She testified she told her supervisor, Mr. Owens, that her knees were swollen and burning and that she needed to leave. According to her testimony, Mr. Owens told her she was not authorized to leave and to finish the job. She admitted she did not tell Mr. Owens of any specific incident at work at that time and did not suggest her knee condition was work- related. Counsel for Employer elicited testimony from Employee during cross- examination acknowledging that, although she testified in her deposition to experiencing pain and swelling in her knees while at work on November 2, 2020, she did not describe any specific moment when she noticed an increase in her pain on that date, such as when she stepped off the outrigger.
Employee testified she completed her shift and then had a telehealth visit with Dr. Bohlman that day. The report from that appointment does not reflect that she reported any specific incident occurring at work that day. She testified he referred her to OrthoSouth, and she continued to work for Employer during that time without any specific work restrictions. In regard to reporting her potential workers’ compensation claim, the following exchange occurred on cross-examination:
Q: When was the initial [notice to Mr. Owens]?
A: When I told him Dr. Bohlman took me off work and I said, Londell, I need to file a workman’s [sic] comp claim. He said let’s wait and see what the results are, the test results.
Q: So when was that?
A: That was in, I want to say late November, December. And when I got the results back, that’s when I contacted him again [and asked], “did you file the workman’s [sic] comp?” And he hadn’t, and that’s why [the December 18 email] took place.
Neither counsel elicited testimony from Employee at trial as to when or why she came to believe her bilateral knee condition was work-related or when she believed she had suffered some degree of permanent physical impairment in her knees.

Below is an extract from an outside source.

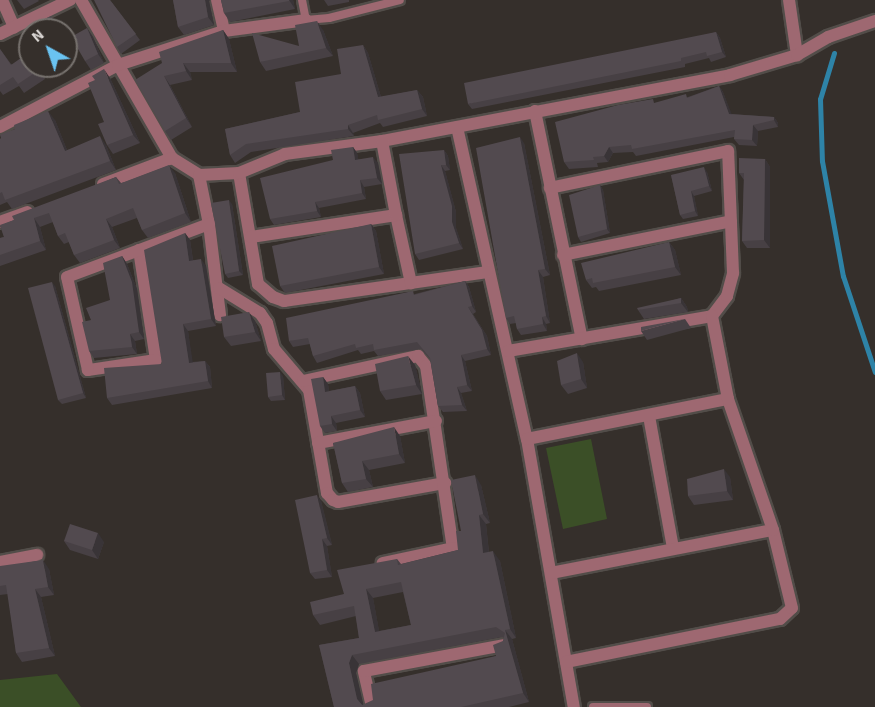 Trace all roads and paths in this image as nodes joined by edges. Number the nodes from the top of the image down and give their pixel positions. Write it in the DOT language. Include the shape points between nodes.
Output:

5 In a July 24, 2024 compensation order, the trial court determined Employee had failed to provide sufficient notice of her injuries and had offered no reasonable excuse for her delay pursuant to Tennessee Code Annotated section 50-6-201(b). In particular, the court determined that “on November 9, the doctor ordered x-rays and told [Employee] that her symptoms were related to overuse and aging. Thus, as of November 9, [Employee] knew or should have known that she suffered cumulative trauma to her knees due to overuse at work.” As such, it denied Employee’s claim for medical and permanent disability benefits. The court also determined that its ruling on Employer’s notice defense pretermitted the issue of medical causation and chose not to make alternative findings to address that issue. Employee has appealed.
Standard of Review
The standard we apply in reviewing the trial court’s decision presumes that the court’s factual findings are correct unless the preponderance of the evidence is otherwise. See Tenn. Code Ann. § 50-6-239(c)(7) (2024). When the trial judge has had the opportunity to observe a witness’s demeanor and to hear in-court testimony, we give considerable deference to factual findings made by the trial court. Madden v. Holland Grp. of Tenn., Inc., 277 S.W.3d 896, 898 (Tenn. 2009). However, “[n]o similar deference need be afforded the trial court’s findings based upon documentary evidence.” Goodman v. Schwarz Paper Co., No. W2016-02594-SC-R3-WC, 2018 Tenn. LEXIS 8, at *6 (Tenn. Workers’ Comp. Panel Jan. 18, 2018). Moreover, the interpretation and application of statutes and regulations are questions of law that are reviewed de novo with no presumption of correctness afforded the trial court’s conclusions. See Mansell v. Bridgestone Firestone N. Am. Tire, LLC, 417 S.W.3d 393, 399 (Tenn. 2013). We are also mindful of our obligation to construe the workers’ compensation statutes “fairly, impartially, and in accordance with basic principles of statutory construction” and in a way that does not favor either the employee or the employer. Tenn. Code Ann. § 50-6-116 (2024).
Analysis
The only issue on appeal is whether the trial court erred in finding Employee failed to give sufficient notice of her alleged work-related gradual injuries. Employee contends her notice to Employer was timely, as she gave written notice four days after discussing her MRI results with her provider and learning she had permanent injuries. For its part, Employer contends she should have known she had a permanent, work-related condition as early as November 2, when she suffered an increase in pain and swelling after stepping off an outrigger at work, or by November 9, when she was told her condition was related to “overuse” and that she might need a knee replacement in the future. Employer asserts it did not receive notice of her alleged injuries until thirty-nine days later on December 18, 2020, when Employee sent her supervisor the email referenced above identifying November 2, 2020 as the date of her alleged injury.
6 Notice Requirement
With respect to the provision of timely notice in gradual injury cases, Tennessee Code Annotated section 50-6-201(b) provides:
In those cases where the injuries occur as a result of gradual or cumulative trauma, then the injured employee or the injured employee’s representative shall provide notice of the injury to the employer within fifteen (15) days after the employee:
(1) Knows or reasonably should know that the employee has suffered a work-related injury that has resulted in a permanent physical impairment; or
(2) Is rendered unable to continue to perform the employee’s normal work activities as a result of work-related injury and the employee knows or should know that the injury was caused by work-related activities.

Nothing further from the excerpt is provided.